That will not come about unless we seek to bring it about. We are saying no, that we are not going to get involved in this debate and that there will be some continuation of the previous policy, which, as far as I know, is not based on any principle other than that of becoming full charter members of NATO the day after partition ends, as described by Sean McBride when he was Minister for External Affairs in 1949. No other principle has been spelled out although other people, such as Mr. Patrick Keatinge, have analysed how policy has developed since then.

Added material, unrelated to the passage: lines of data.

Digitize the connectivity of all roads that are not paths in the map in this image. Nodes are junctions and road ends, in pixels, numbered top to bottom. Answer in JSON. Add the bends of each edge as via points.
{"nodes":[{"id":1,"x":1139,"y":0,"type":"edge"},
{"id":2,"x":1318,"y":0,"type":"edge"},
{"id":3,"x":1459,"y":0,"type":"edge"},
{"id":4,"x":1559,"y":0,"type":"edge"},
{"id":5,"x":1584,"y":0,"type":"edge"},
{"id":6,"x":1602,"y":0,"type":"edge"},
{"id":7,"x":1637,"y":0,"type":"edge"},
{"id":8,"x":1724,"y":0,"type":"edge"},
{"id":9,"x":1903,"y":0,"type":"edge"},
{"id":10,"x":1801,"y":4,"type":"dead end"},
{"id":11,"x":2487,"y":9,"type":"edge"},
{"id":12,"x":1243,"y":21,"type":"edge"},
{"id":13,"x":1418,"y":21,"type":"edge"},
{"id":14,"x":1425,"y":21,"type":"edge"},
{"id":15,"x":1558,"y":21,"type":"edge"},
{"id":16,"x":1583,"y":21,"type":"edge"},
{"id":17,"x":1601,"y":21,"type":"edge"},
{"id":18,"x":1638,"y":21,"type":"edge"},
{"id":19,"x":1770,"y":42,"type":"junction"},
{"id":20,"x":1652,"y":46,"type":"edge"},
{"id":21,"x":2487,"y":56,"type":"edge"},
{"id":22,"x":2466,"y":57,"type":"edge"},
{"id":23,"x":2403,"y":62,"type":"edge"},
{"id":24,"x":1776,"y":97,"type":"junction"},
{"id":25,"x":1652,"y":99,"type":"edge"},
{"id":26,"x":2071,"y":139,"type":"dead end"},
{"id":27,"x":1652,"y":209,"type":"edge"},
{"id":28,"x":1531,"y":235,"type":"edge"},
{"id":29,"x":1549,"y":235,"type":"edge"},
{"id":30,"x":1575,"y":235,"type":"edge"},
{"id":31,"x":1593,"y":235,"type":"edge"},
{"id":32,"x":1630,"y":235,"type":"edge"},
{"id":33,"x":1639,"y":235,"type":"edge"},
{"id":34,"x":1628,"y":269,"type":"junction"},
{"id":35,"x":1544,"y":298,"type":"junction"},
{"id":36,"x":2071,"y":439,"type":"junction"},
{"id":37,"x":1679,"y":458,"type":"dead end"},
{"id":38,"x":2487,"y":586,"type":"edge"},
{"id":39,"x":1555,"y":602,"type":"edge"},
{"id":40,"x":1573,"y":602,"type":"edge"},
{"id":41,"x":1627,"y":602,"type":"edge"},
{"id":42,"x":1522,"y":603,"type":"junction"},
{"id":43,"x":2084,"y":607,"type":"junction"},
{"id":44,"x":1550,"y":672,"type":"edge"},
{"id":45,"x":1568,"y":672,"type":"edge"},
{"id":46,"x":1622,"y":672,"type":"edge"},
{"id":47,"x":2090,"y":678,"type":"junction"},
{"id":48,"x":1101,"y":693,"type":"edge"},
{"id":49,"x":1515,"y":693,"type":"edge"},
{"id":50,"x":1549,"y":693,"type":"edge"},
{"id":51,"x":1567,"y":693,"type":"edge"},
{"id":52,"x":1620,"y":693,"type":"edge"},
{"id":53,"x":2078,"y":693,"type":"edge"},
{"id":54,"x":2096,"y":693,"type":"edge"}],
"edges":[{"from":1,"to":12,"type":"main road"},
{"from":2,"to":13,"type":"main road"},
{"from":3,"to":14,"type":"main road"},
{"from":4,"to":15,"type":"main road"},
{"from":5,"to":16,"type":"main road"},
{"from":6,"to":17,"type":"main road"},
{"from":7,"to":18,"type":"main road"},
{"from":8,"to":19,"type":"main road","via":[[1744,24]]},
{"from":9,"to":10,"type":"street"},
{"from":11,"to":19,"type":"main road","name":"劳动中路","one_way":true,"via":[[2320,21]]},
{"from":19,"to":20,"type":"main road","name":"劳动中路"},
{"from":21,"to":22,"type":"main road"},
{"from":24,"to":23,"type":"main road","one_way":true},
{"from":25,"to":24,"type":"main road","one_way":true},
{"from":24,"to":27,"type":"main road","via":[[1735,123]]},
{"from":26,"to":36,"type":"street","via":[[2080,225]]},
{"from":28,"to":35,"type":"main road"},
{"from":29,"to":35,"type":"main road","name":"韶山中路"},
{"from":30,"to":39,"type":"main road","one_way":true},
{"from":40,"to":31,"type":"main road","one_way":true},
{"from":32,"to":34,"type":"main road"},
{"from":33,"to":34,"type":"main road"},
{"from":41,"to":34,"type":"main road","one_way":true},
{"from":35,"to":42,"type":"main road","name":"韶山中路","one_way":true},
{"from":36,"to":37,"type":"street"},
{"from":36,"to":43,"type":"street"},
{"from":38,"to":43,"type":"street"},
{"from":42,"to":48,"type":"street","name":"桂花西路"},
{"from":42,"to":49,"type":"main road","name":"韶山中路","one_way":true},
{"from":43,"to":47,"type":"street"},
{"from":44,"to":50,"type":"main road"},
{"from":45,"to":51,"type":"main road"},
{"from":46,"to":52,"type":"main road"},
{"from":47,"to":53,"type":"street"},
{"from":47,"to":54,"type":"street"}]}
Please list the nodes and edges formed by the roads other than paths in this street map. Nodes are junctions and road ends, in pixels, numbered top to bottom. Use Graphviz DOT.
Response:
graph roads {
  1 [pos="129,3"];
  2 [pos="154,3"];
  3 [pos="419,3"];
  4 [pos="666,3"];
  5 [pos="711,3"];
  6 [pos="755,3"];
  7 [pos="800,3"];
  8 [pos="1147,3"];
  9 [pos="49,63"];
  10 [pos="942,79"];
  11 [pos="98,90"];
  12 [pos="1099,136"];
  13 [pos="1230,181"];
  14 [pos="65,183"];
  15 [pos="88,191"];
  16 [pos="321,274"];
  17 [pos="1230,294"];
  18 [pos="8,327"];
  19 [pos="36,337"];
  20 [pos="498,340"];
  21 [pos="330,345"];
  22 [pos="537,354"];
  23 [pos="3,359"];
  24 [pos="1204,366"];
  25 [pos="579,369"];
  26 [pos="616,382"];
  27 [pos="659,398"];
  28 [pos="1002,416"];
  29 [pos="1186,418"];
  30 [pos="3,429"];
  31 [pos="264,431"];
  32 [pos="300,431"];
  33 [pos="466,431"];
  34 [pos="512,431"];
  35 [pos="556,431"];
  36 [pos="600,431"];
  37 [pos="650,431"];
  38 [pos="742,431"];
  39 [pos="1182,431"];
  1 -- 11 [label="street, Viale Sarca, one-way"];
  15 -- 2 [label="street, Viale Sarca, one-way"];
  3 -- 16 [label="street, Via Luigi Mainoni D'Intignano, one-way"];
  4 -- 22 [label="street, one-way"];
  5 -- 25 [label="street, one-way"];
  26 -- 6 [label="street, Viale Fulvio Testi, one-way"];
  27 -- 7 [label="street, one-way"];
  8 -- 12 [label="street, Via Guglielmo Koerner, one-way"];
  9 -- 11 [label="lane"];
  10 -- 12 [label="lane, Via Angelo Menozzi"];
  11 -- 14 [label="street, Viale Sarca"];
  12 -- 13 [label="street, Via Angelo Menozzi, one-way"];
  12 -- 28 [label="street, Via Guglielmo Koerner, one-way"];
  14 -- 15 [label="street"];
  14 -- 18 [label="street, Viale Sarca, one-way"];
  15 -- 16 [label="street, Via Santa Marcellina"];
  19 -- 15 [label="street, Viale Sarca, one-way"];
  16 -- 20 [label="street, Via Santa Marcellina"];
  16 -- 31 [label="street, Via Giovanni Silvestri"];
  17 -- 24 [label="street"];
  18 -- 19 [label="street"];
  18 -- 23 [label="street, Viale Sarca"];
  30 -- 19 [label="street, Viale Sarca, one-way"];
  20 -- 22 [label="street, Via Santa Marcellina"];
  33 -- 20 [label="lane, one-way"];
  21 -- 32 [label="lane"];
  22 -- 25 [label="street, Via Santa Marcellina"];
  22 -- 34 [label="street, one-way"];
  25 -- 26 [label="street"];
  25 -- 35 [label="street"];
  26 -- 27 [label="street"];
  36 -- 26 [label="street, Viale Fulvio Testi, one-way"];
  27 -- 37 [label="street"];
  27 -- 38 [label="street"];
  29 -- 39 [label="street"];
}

The time has come for us to say in what circumstances we would participate in a common defence of the European Union. We are now making the rules. The Minister of State at the Department of Foreign Affairs, Deputy Roche, is in Europe as is Deputy John Bruton, with Deputies Gormley and Carey who are there as alternates. They are doing a good job and trying to participate as best they can. The Committee on European Affairs regularly meets them to review developments and make suggestions. However, this Parliament needs to start hearing the case for a common defence. It is unhealthy and wrong not to do so.

I may well be a million miles wrong in my views, and if I am, I would like to hear the arguments against them. However, I am determined to stand up in the House and put those views forward. It is the role of parliamentarians to put the case for and against policy. If my policy is wrong on this, let me be told where it is wrong without being personally abused and told that my children or the Minister's children will not be in the front line, or without the Minister being told that he will have blood on his hands.

We are taking about the safety and security of our citizens and the citizens of Europe, and how we participate in ensuring that security. I am happy to have the opportunity to raise this issue because it is on the agenda – this is the first time it has been on the agenda in such a firm way. The convention states that there will be a common defence. That may or may not remain true at the intergovernmental conference but if it is to remain true, we should seek to bring about a common defence based on rules that suit us. That should be in the context not just of our view of what Ireland needs but Ireland's view of what Europe needs.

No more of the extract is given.